Jan 06, 2026

Beyond the SENCO: Training Every Teacher to Make Assistive Technology Work

Student and teacher in classroom

In classrooms across England, one in five of the students relies on assistive technology to learn. For students with SEND (Special Educational Needs and Disabilities), these devices aren’t optional, they are their route to the curriculum. Yet we know that 55% of teachers believe their outdated technology is impacting student learning, creating technology avoidance among the users who need these devices the most.

At the same time, while teachers are struggling with broken tech, they report that the SEND system is under huge strain. In Bett’s SEND in Crisis whitepaper, just 10% of teachers say the current SEND system works well, and over 70% say it isn’t working at all.

It’s no surprise that schools are turning to assistive technology solutions to support SEND learners. Yet, when it comes to assistive technology in mainstream schools, the Bett report shows that adoption is low.

  • Just 17% of teachers use text-to-speech and speech-to-text software effectively
  • 16% are using visual scheduling and communication tools
  • 10% use assistive writing and spelling tools

These statistics suggest that assistive technology remains underused by mainstream teachers. And while SENCOs are critical to SEND support, they can’t be the only people in a school who understand how it works. If inclusion is going to work, every teacher needs practical confidence with accessibility tools. And they need devices they can actually trust.

Training is coming. But is it enough?

Teacher on laptop

In September 2024, The Department for Education released their Assistive Technology Training for School evaluation report. This report identified that when staff get dedicated training on built-in tools like Immersive Reader and dictation, their own confidence with these tools improves and they report better behaviour, independence and attainment for SEND students. And in January 2025, Tes reported that ministers have signalled that all new teachers will receive mandatory training in assistive technology from 2025 onwards.

This signals that training matters. Yet, the ASUS report exposes a gap in this thinking: no amount of training can rescue a system built on fragile infrastructure.

When a school buys laptops that crack under everyday use, or freeze whenever a student opens multiple tabs, it doesn’t matter how beautifully the CPD explains text-to-speech. The students' experience of assistive technology will still be one of anxiety and unreliability, and they will behave accordingly.

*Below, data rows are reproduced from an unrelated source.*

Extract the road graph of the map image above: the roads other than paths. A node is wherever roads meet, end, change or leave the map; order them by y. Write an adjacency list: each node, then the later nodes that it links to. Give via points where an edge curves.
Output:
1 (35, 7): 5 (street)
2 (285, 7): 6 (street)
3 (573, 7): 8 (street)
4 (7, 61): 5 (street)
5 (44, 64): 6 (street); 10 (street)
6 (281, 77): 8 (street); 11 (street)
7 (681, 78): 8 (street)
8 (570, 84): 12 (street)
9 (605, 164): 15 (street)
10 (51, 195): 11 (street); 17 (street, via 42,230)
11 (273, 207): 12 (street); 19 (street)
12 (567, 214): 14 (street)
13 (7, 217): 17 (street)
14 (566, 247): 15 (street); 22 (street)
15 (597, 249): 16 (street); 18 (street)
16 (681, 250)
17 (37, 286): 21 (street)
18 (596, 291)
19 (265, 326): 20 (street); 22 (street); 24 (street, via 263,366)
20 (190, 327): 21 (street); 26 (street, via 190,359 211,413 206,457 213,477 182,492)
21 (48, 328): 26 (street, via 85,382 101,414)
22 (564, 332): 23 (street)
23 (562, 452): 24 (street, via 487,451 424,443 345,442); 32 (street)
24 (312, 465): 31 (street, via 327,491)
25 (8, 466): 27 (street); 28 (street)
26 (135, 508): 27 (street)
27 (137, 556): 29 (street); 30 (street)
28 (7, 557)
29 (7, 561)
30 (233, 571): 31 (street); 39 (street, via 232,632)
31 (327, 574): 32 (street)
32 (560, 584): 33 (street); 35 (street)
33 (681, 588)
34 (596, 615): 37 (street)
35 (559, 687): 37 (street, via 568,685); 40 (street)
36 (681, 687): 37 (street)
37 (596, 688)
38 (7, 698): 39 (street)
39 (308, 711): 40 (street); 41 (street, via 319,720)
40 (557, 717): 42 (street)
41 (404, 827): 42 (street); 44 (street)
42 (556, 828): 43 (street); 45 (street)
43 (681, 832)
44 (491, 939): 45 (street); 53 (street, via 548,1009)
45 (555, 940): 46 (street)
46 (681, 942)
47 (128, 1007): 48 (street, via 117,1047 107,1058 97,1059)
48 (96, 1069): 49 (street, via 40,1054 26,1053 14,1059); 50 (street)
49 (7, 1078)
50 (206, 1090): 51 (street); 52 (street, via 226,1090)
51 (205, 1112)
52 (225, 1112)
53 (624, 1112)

What “assistive-ready” devices actually look like

Every student has different needs and ASUS has designed its education range with this in mind. The modular design makes repairs quick and cost effective, while extended battery life means fewer interruptions to learning.

IT repairing laptop
  • Durability and modularity answer the reality that broken hinges, cracked screens and worn-out ports are not occasional mishaps but weekly events in busy schools. Devices with replaceable parts and military-grade testing mean fewer students are sidelined while a laptop waits for repair.

  • Mobility, flexible form factors, and all-day battery life ensure learners can stay productive wherever they are, whether they need a touchscreen, a garaged stylus for diverse learning needs or reliable WiFi 6E/4G LTE connectivity to keep lessons moving without disruption.

  • Centralised management tools acknowledge that IT teams are as stretched as SENCOs; if resetting a device takes hours, the student support effectively vanishes for that period.

What matters most is that these aren’t “extra” features for a niche group. They are preconditions for making all those built-in assistive technology tools (dictation, screen readers, focus modes) something students can trust.

Beyond the SENCO

So the question for school leaders and policymakers isn’t, “How do we get more teachers to use assistive technology?

Teachers are already using it. They are improvising with Immersive Reader and speech-to-text, with reading pens and Chrome extensions. They are signing up in large numbers to assistive technology courses, and reporting that these programmes helped them make better use of tools they already had.

The sharper question is:

What would it take for every pupil who relies on assistive technology to be confident that, most of the time, it will simply work?

Part of the answer is certainly training, and it’s encouraging that this technology is finally appearing in initial teacher education and national CPD programmes. But another part is brutally practical: the devices need to work for every student.

It means recognising that the laptop in front of a pupil with dyslexia or ADHD is not just a portal to a worksheet; it is, quite literally, their reasonable adjustment. When it works, they participate. When it doesn’t, they may not.

As SEND numbers rise, the question for schools is no longer whether to use technology to support inclusion – it's whether the technology is reliable enough to keep the promise.